Problem description
Give back the full listing that follows exactly as it reads.

Input data

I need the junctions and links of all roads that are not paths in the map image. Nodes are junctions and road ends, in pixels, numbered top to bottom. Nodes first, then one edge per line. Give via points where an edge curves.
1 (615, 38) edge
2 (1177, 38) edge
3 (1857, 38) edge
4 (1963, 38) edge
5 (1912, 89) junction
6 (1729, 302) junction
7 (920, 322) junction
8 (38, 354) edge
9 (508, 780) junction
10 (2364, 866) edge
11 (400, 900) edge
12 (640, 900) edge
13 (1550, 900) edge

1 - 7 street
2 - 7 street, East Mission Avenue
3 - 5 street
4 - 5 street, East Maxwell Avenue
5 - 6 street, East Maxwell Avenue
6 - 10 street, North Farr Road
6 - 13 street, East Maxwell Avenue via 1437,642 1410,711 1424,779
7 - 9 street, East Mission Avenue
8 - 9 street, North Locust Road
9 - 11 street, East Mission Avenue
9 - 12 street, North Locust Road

Output below
I need the junctions and links of all roads that are not paths in the map image. Nodes are junctions and road ends, in pixels, numbered top to bottom. Nodes first, then one edge per line. Give via points where an edge curves.
1 (615, 38) edge
2 (1177, 38) edge
3 (1857, 38) edge
4 (1963, 38) edge
5 (1912, 89) junction
6 (1729, 302) junction
7 (920, 322) junction
8 (38, 354) edge
9 (508, 780) junction
10 (2364, 866) edge
11 (400, 900) edge
12 (640, 900) edge
13 (1550, 900) edge

1 - 7 street
2 - 7 street, East Mission Avenue
3 - 5 street
4 - 5 street, East Maxwell Avenue
5 - 6 street, East Maxwell Avenue
6 - 10 street, North Farr Road
6 - 13 street, East Maxwell Avenue via 1437,642 1410,711 1424,779
7 - 9 street, East Mission Avenue
8 - 9 street, North Locust Road
9 - 11 street, East Mission Avenue
9 - 12 street, North Locust Road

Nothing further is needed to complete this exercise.